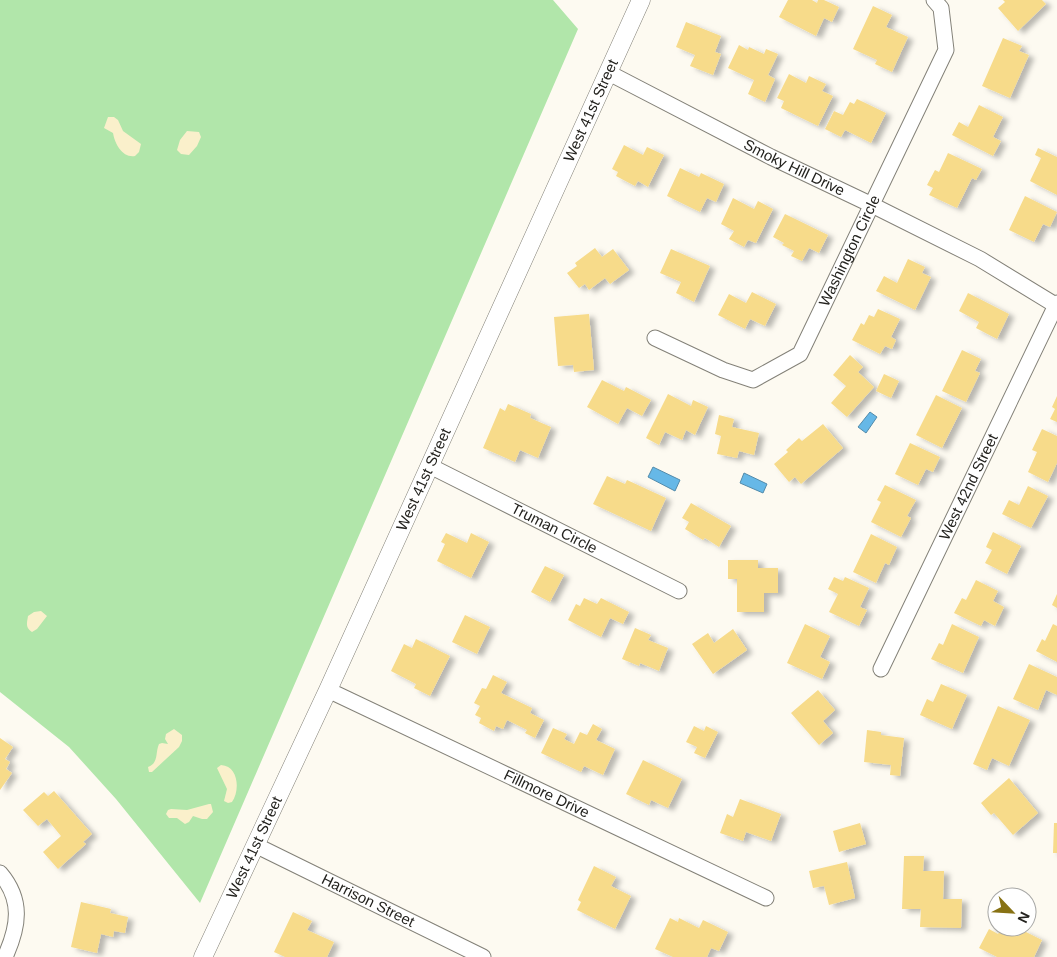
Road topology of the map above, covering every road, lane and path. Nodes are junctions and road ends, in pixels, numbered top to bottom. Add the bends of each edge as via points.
1 (641, 0) edge
2 (934, 0) edge
3 (609, 73) junction
4 (872, 205) junction
5 (1057, 305) edge
6 (655, 338) dead end
7 (430, 466) junction
8 (680, 590) dead end
9 (881, 669) dead end
10 (328, 690) junction
11 (255, 845) junction
12 (0, 873) edge
13 (766, 898) dead end
14 (5, 957) edge
15 (203, 957) edge
16 (483, 957) edge

1 - 3 street, West 41st Street
2 - 4 street, Washington Circle via 941,8 946,50
3 - 4 street, Smoky Hill Drive via 770,157
3 - 7 street, West 41st Street
4 - 5 street, Smoky Hill Drive via 980,259
4 - 6 street, Washington Circle via 800,354 753,380 723,370
5 - 9 street, West 42nd Street
7 - 8 street, Truman Circle
7 - 10 street, West 41st Street
10 - 11 street, West 41st Street
10 - 13 street, Fillmore Drive
11 - 15 street, West 41st Street
11 - 16 street, Harrison Street
12 - 14 street via 14,894 17,922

________________________

◆ HOW TO COMPLETE THIS TASK:
Above are records to transcribe exactly; leave their pictures out.

◆ ANSWER:
Road topology of the map above, covering every road, lane and path. Nodes are junctions and road ends, in pixels, numbered top to bottom. Add the bends of each edge as via points.
1 (641, 0) edge
2 (934, 0) edge
3 (609, 73) junction
4 (872, 205) junction
5 (1057, 305) edge
6 (655, 338) dead end
7 (430, 466) junction
8 (680, 590) dead end
9 (881, 669) dead end
10 (328, 690) junction
11 (255, 845) junction
12 (0, 873) edge
13 (766, 898) dead end
14 (5, 957) edge
15 (203, 957) edge
16 (483, 957) edge

1 - 3 street, West 41st Street
2 - 4 street, Washington Circle via 941,8 946,50
3 - 4 street, Smoky Hill Drive via 770,157
3 - 7 street, West 41st Street
4 - 5 street, Smoky Hill Drive via 980,259
4 - 6 street, Washington Circle via 800,354 753,380 723,370
5 - 9 street, West 42nd Street
7 - 8 street, Truman Circle
7 - 10 street, West 41st Street
10 - 11 street, West 41st Street
10 - 13 street, Fillmore Drive
11 - 15 street, West 41st Street
11 - 16 street, Harrison Street
12 - 14 street via 14,894 17,922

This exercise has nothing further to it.